Glass and Glazing Related Codes Undergo Vote at ICC Public Hearings

A number of code change proposals relating to glass and fenestration products were on the agenda during the International Code Council (ICC) hearings, which took place in October in Las Vegas. Changes clarifying the use of skylights and retention screens, as proposed by the American Architectural Manufacturers Association (AAMA), were approved as modified by the public comment to S190-19. However, a proposed code change regarding glass loads was not approved.

SLOPED SKYLIGHTS, ROOFS AND WALLS

International Building Code (IBC) section S190-19 applies to installation of glass and other transparent, translucent or opaque glazing materials installed at a slope of more than 15
degrees from the vertical plane. These include glazing materials in skylights, roofs and sloped walls.

Current code language explaining when screens are required below unit skylights and sloped glazing has been difficult for users to interpret, according to AAMA. Glaziers are incorrectly told they need to install a glass retention screen below conforming (30-mil interlayer) laminated glass, according to AAMA. Skylight and sloped glazing system manufacturers are often asked to intervene to ensure that unsightly, unnecessary screens—which decrease daylighting—are not installed in these instances.

In testifying on behalf of AAMA, Jennifer Hatfield said the public comment to the proposed code change clearly states that laminated glass with a 30-mil interlayer does not require screens.

“Calling that out more clearly in section 2405.2 should reduce the frequency of code misinterpretations,” Hatfield said.

In other action, to reduce redundancy in code language, AAMA proposed a change to S191-19 that would have removed a line in Section 2405.2 —the sloped glazing section—pointing code users instead to Section 2110.1 for glass-block construction requirements. The line also exists in the safety glazing section of the code, which AMAA members felt was a more applicable location. Public comment hearing voters opted to keep current language intact and disapproved the S191-19 proposal.

“Earning approval on the more significant proposal, S190-19, will make it easier to determine when screens are and are not required below skylights,” said AAMA codes and regulatory affairs manager Kathy Krafka Harkema. “That’s a big improvement for code enforcement officials, those who construct and occupy buildings, and the skylight industry.”

GLASS LOADS PROPOSAL

Proponents of S 193-19, including Trex Commercial Building Products, sought to revise the 2018 IBC (2407.1.1 Loads) as follows: “The glass panels and their support system shall be designed to withstand the loads specified in Section 1607.8. Glass guard elements panels shall be designed using a factor of safety of four applied to the modulus of rupture.”

Proponents of the proposal say, “Allowable glass stress is traditionally determined by probabilistic methods (ASTM E1300) given particular load durations. The allowable stress decreases with a longer duration load (thus the factor of safety increases). Therefore the allowable stress calculated per ASTM E1300 effectively contains a factor of safety … The factor of safety of four should only be applied to glass. All other components supporting glass should be designed using the factors of safety provided in relevant material codes (AISC 360 for steel, etc.) …”

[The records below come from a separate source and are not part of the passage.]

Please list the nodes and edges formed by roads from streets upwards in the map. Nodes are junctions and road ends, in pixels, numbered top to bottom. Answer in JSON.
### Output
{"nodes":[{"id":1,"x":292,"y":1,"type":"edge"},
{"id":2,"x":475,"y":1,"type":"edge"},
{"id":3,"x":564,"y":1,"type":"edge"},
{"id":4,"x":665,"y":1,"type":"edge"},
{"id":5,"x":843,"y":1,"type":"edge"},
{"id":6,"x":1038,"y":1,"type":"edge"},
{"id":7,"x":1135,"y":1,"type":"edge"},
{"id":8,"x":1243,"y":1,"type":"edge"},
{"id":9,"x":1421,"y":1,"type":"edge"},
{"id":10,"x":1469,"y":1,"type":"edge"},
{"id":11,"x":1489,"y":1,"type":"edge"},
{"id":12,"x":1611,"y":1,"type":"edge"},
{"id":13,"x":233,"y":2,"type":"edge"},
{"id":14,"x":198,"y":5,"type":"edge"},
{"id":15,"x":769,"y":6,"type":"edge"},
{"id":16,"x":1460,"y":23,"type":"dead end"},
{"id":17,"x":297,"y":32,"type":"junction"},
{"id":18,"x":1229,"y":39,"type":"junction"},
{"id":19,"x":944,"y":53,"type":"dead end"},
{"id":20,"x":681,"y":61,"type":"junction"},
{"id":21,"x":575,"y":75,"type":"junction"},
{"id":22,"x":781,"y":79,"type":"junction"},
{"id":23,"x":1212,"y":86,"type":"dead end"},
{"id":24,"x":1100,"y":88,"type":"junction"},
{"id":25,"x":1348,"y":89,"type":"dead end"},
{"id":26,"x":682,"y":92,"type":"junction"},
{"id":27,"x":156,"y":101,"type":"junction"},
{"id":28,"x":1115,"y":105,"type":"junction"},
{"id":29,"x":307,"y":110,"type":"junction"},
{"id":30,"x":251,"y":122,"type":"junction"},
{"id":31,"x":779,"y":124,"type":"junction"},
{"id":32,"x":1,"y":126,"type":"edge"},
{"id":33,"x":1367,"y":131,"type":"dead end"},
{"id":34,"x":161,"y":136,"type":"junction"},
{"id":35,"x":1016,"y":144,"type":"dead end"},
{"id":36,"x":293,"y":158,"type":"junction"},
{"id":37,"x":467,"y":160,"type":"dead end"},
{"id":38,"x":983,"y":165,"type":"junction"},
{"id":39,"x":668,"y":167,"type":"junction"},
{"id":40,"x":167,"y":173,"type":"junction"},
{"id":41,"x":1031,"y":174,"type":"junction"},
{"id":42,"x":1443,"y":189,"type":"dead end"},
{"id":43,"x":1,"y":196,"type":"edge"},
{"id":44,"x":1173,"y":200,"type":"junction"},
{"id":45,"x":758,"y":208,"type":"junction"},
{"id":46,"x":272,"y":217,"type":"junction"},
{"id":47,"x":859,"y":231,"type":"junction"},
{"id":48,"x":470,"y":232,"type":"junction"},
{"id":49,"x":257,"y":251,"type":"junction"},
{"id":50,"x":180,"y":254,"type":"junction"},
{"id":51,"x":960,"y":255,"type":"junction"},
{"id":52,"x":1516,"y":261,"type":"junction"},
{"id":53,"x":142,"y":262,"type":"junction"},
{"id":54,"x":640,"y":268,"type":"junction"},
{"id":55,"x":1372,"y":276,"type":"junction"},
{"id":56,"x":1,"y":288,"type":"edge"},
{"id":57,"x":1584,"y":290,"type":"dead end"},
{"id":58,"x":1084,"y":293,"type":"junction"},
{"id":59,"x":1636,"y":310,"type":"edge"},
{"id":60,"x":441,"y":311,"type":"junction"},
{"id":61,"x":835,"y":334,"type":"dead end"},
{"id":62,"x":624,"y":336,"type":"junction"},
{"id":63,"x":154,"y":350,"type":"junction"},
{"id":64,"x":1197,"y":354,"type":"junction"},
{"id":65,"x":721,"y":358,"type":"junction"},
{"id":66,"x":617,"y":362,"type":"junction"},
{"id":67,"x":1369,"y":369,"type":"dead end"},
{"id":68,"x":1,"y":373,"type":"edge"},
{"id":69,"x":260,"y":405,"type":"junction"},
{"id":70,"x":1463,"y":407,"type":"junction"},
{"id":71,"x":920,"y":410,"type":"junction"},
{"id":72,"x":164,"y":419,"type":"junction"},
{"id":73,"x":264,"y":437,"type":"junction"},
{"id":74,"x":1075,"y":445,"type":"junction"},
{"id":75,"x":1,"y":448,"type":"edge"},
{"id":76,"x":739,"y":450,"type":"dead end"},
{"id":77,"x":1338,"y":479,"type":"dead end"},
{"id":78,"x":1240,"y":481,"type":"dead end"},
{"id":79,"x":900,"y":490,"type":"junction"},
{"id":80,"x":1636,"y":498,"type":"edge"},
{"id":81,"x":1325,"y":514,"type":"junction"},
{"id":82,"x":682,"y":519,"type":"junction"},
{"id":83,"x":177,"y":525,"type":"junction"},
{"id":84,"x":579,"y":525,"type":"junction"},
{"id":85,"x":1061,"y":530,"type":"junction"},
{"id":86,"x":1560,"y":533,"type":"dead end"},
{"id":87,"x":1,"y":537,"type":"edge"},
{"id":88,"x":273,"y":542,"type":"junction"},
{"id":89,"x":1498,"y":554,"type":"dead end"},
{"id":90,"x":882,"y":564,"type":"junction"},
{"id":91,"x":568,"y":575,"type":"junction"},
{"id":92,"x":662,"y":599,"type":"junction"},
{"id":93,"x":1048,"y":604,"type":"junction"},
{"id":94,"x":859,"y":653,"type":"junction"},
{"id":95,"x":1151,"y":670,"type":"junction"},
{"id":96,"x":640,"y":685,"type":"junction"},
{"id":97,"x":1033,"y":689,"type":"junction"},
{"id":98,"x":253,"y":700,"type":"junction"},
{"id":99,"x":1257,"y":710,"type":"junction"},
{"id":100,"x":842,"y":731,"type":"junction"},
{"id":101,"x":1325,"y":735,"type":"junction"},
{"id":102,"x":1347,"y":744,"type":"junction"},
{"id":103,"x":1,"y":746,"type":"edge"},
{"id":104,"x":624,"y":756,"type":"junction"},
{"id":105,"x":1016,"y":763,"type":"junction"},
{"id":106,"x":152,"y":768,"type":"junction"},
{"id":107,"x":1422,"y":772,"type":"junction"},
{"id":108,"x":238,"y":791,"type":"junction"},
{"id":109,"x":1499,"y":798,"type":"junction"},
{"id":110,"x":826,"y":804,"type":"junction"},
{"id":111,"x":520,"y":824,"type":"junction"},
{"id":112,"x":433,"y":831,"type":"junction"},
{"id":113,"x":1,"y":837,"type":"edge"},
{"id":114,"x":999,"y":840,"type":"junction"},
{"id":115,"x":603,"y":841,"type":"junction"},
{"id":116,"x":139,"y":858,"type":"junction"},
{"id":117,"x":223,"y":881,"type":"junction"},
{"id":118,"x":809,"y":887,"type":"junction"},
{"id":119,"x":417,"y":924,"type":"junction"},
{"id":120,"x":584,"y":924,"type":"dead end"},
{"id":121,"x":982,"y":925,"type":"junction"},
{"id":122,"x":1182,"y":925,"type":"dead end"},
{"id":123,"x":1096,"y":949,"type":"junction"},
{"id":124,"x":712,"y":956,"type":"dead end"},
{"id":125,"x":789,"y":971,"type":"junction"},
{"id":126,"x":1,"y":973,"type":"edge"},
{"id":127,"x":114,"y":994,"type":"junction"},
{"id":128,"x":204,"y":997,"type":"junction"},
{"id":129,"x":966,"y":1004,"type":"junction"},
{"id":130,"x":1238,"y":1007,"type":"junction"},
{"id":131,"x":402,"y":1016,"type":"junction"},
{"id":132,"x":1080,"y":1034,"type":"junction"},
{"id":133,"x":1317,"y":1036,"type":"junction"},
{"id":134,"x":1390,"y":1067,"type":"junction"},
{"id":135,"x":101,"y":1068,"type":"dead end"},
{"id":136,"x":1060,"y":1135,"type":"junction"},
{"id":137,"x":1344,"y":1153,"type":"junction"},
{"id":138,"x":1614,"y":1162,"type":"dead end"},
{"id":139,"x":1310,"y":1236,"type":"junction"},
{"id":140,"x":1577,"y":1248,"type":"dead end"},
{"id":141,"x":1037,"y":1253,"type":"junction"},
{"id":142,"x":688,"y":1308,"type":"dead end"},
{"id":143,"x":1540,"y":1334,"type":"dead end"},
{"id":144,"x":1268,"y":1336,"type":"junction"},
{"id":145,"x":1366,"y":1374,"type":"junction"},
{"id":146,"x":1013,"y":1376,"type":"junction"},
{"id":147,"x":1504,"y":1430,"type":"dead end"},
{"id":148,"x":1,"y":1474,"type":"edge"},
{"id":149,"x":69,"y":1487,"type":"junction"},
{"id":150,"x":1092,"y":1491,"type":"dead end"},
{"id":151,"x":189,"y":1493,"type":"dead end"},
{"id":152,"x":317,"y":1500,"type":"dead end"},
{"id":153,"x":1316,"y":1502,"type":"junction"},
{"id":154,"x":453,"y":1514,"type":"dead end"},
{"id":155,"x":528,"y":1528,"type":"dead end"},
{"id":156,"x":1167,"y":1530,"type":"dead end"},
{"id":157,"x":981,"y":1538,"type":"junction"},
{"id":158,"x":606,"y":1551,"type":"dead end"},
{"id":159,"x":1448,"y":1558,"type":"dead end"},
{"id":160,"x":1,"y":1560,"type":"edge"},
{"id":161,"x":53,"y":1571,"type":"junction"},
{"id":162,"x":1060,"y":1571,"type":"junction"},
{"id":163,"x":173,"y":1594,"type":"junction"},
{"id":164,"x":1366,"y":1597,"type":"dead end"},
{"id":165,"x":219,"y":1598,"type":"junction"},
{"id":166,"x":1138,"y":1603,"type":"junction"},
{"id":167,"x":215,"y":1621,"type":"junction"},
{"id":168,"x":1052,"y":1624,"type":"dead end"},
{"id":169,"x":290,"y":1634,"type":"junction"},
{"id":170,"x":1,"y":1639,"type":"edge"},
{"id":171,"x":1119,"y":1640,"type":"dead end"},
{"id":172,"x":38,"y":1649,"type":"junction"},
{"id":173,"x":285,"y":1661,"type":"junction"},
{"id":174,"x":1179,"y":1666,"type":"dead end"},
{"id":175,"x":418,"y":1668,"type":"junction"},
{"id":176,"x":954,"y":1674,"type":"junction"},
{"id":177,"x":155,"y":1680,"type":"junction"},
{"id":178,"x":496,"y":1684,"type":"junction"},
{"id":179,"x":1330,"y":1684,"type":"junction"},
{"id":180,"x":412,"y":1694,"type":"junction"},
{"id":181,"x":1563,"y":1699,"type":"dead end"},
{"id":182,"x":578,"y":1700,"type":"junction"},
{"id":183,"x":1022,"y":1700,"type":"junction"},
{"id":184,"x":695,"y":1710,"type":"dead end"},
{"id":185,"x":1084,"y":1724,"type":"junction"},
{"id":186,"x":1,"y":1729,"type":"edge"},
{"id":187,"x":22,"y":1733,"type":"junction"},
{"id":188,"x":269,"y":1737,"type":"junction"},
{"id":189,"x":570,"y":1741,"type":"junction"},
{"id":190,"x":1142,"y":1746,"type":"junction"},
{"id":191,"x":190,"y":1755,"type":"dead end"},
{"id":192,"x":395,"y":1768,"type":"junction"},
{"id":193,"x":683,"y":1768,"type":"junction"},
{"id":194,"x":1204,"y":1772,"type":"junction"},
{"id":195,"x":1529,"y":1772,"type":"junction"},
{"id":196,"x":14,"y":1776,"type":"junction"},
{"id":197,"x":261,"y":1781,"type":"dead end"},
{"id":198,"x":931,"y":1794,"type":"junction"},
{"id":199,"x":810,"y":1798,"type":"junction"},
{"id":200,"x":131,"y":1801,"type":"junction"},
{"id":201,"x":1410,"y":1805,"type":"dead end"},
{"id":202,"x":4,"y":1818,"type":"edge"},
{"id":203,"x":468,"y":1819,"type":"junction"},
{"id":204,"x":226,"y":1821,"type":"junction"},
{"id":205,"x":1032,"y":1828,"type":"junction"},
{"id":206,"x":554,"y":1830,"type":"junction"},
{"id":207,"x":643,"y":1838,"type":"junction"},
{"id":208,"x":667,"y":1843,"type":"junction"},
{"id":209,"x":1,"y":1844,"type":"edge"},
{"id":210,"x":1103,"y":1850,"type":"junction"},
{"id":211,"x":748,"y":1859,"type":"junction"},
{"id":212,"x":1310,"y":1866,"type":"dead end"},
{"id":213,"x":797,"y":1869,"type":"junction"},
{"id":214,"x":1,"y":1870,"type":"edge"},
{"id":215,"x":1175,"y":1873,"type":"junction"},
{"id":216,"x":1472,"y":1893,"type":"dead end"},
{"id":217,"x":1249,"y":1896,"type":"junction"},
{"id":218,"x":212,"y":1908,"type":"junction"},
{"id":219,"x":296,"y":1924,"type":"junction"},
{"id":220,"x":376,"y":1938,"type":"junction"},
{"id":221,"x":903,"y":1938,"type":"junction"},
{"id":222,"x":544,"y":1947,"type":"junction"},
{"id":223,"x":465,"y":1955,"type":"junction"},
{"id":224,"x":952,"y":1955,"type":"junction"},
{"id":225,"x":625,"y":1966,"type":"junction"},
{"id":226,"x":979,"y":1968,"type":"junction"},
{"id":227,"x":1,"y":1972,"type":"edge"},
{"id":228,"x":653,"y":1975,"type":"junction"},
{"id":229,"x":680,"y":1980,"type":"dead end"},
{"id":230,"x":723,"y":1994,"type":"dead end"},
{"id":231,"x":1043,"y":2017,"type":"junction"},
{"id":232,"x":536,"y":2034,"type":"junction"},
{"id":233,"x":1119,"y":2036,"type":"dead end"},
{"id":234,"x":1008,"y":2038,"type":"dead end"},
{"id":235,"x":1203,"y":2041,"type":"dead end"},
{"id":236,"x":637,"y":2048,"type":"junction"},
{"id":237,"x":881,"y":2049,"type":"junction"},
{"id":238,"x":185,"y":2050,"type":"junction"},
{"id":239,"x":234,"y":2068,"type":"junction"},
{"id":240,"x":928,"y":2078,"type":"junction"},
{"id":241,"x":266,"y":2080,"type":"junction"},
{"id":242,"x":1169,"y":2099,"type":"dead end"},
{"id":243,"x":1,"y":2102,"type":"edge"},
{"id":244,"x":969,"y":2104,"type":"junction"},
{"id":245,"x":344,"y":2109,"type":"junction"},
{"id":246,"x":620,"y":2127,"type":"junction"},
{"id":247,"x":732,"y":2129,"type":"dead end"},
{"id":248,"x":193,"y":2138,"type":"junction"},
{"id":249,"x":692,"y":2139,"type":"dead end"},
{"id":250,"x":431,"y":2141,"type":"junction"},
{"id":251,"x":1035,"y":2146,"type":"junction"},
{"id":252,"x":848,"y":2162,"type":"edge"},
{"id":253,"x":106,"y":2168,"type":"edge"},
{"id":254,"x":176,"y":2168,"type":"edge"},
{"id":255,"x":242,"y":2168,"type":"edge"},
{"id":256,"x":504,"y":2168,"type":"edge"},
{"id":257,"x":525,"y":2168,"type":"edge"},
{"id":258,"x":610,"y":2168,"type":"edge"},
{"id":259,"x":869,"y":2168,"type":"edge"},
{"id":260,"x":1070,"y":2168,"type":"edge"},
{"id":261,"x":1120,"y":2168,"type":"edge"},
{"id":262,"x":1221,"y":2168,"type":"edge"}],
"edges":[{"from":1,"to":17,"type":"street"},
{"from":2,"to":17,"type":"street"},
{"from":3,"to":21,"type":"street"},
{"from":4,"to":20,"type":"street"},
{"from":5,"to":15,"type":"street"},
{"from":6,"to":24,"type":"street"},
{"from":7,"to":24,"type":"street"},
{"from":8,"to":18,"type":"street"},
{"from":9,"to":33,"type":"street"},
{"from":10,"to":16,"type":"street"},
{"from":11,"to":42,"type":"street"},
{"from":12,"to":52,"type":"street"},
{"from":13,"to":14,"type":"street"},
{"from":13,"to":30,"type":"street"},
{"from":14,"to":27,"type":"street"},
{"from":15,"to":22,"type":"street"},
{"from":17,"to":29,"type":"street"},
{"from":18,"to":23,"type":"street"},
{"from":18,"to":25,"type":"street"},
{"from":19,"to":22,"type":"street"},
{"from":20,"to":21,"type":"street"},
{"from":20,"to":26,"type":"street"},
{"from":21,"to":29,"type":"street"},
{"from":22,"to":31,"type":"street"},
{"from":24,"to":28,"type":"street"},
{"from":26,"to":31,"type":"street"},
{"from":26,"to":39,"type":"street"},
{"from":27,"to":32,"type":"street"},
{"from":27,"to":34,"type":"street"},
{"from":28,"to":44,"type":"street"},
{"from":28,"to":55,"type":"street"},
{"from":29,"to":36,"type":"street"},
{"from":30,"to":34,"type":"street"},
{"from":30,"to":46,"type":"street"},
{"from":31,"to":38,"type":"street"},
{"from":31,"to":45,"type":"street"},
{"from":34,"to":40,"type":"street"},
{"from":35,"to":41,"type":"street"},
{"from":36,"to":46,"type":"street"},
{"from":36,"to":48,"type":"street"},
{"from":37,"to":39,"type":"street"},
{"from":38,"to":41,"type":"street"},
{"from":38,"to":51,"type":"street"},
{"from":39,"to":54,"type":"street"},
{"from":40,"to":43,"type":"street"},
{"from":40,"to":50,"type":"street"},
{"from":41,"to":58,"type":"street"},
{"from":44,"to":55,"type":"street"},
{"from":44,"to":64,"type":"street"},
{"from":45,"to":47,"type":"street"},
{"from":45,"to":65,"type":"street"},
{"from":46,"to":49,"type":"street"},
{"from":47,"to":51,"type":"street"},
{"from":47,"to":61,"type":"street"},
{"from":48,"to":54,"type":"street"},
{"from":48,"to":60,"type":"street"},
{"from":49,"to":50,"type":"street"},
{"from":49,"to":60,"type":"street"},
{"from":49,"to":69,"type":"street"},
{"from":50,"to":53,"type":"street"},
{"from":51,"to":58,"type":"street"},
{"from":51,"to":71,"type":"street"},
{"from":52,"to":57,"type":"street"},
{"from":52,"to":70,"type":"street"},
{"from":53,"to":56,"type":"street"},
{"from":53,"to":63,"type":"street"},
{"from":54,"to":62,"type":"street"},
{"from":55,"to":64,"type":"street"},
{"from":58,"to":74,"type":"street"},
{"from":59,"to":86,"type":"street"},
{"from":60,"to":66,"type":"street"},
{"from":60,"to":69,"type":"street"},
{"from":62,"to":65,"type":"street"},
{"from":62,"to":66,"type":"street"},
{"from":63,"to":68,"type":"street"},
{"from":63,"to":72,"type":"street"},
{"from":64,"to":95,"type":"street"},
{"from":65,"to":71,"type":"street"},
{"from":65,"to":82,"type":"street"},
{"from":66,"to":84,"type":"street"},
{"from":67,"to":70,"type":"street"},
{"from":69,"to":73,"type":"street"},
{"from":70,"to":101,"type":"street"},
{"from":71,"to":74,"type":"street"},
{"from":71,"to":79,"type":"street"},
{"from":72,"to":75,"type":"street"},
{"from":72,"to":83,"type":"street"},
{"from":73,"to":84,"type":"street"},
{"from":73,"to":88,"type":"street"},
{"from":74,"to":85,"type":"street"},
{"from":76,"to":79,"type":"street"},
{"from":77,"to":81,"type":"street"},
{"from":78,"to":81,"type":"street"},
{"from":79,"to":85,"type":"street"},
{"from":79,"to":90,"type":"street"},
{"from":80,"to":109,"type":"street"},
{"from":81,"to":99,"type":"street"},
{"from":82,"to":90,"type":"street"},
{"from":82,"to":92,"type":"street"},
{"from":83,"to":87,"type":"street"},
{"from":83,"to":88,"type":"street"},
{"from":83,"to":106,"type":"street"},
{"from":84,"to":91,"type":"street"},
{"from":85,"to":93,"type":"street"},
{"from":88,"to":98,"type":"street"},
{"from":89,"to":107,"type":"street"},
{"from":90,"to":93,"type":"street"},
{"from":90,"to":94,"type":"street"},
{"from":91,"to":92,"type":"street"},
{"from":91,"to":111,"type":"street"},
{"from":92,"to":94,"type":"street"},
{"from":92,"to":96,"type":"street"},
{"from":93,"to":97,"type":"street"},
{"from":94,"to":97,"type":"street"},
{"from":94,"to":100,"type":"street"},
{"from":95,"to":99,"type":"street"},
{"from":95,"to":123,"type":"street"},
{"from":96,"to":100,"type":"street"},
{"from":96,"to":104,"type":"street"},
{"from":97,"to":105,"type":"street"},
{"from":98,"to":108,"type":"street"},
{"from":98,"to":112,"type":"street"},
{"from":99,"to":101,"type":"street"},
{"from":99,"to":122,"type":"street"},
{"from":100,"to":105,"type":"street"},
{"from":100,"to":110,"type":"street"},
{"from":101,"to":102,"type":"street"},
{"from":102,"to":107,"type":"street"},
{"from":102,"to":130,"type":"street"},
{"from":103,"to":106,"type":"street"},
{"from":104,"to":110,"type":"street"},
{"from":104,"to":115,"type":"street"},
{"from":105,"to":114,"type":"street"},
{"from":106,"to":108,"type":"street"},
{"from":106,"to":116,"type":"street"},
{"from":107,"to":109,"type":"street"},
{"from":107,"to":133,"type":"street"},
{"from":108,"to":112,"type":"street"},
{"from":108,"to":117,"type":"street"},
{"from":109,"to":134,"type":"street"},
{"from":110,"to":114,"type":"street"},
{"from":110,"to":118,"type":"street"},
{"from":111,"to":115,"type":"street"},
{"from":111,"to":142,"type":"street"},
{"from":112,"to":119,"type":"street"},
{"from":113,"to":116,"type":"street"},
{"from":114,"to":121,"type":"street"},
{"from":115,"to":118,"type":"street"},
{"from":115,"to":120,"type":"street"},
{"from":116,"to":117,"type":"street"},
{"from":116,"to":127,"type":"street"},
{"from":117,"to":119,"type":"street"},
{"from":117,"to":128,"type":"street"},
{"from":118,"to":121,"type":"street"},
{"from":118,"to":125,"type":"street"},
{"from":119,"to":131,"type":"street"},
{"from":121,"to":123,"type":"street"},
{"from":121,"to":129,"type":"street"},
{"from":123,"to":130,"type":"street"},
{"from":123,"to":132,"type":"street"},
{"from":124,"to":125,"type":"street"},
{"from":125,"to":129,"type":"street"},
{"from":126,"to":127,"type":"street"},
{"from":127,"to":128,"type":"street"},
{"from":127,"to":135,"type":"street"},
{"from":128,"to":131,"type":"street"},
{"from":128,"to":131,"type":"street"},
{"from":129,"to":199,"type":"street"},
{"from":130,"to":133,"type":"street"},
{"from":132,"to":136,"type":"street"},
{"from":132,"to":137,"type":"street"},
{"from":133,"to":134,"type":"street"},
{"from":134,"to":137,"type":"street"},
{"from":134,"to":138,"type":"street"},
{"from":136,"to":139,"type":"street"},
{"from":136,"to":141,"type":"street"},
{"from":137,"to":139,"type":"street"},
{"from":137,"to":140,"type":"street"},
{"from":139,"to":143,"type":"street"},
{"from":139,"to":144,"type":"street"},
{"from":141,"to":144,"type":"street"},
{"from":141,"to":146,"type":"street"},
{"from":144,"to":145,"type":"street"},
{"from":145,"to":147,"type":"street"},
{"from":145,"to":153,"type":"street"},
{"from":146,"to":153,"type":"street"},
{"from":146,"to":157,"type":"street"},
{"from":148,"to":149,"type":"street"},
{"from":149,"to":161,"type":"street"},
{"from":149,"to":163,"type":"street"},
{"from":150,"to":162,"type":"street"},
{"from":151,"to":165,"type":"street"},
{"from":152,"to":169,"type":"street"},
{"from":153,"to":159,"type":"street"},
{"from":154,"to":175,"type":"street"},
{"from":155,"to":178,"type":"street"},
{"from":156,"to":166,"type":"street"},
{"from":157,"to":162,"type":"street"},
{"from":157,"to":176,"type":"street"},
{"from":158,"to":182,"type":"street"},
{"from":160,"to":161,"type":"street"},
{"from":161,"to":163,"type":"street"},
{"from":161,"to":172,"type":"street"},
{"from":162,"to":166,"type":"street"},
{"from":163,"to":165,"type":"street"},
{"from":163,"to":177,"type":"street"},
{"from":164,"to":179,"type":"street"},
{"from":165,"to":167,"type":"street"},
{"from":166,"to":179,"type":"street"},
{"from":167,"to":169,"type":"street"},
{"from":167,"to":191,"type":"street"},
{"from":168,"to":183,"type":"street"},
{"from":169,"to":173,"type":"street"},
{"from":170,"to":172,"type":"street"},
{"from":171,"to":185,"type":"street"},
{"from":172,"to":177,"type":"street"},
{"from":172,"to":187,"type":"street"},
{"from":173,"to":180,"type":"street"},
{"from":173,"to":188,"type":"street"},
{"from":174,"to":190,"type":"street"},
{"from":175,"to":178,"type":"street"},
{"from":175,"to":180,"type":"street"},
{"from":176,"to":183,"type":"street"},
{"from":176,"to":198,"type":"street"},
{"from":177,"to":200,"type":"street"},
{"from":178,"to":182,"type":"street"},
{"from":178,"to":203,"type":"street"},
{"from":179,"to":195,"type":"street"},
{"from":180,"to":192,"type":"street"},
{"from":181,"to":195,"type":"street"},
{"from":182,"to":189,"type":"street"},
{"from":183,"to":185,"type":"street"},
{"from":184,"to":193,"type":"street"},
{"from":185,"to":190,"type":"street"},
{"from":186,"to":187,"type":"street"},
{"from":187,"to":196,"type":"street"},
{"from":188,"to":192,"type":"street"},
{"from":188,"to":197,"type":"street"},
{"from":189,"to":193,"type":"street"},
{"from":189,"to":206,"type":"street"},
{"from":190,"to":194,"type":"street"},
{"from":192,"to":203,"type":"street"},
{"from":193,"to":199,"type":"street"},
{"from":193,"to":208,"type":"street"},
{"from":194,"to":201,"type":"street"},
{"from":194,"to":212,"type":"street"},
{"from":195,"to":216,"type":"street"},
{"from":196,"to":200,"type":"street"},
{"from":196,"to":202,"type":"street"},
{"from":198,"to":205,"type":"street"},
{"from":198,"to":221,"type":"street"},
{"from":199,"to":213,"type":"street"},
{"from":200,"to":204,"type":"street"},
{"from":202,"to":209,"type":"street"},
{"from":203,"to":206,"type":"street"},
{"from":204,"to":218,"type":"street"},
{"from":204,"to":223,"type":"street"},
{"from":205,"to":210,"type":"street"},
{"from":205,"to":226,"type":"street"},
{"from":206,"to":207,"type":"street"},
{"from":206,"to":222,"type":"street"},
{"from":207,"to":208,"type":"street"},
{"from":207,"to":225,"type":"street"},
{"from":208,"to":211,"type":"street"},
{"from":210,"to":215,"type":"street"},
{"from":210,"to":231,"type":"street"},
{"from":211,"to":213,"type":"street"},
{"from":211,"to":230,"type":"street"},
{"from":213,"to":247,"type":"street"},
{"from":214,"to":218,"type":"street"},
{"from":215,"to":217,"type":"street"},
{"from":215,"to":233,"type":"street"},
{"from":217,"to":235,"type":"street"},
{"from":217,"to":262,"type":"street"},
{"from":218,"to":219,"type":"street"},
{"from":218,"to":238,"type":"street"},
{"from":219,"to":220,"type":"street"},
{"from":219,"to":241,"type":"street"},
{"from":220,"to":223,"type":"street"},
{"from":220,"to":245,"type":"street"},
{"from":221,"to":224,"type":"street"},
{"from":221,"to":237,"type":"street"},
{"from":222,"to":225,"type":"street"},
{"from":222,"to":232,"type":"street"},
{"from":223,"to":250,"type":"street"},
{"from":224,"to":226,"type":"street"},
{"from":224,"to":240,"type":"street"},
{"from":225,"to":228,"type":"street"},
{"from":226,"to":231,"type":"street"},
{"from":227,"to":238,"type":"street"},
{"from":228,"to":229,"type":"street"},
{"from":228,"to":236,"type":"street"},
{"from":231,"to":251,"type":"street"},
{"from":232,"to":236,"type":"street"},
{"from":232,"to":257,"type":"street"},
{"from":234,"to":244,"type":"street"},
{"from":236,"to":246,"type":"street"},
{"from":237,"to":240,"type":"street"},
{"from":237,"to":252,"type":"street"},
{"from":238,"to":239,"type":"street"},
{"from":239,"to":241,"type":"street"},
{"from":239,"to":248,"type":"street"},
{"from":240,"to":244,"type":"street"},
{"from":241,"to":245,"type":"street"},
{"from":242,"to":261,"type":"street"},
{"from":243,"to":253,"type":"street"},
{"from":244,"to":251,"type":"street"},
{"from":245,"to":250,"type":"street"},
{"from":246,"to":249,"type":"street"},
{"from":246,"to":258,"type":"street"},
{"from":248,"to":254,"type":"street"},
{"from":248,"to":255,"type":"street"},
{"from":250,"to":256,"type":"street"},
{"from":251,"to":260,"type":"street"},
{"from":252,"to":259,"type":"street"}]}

The Glazing Industry Code Committee (GICC) opposed the proposal as it would have changed the loads that a glass panel/baluster in a guard must be able to with-baluster in a guard must be able to withstand, according to Thomas Zaremba, who represented the GICC at the hearings.

“As currently written, glass guard panels/balusters are required to be designed using a factor of safety of four,” he said. “As approved by the ICC’s Technical Committee, this
proposal would have applied that factor of safety to the ‘modulus of rupture’ of the glass. GICC opposed this change primarily because the proposal failed to provide any standard by which to determine the modulus of rupture. Secondarily, we opposed it because the ‘modulus of rupture’ can vary depending on a variety of factors, including the method of cutting used when the glass is cut to size.”

Zaremba added that the decision for disapproval will be the subject of an online vote of the ICC membership across the country.

“That vote, when it is published sometime [in December], will be final,” he said. “Those voters will all have access to the proposal, the supporting written statements, GICC’s written opposition and video recordings of the oral arguments given by both sides at the Technical Committee hearings and at the public comment hearings that lead to the membership vote of 53 to 123.”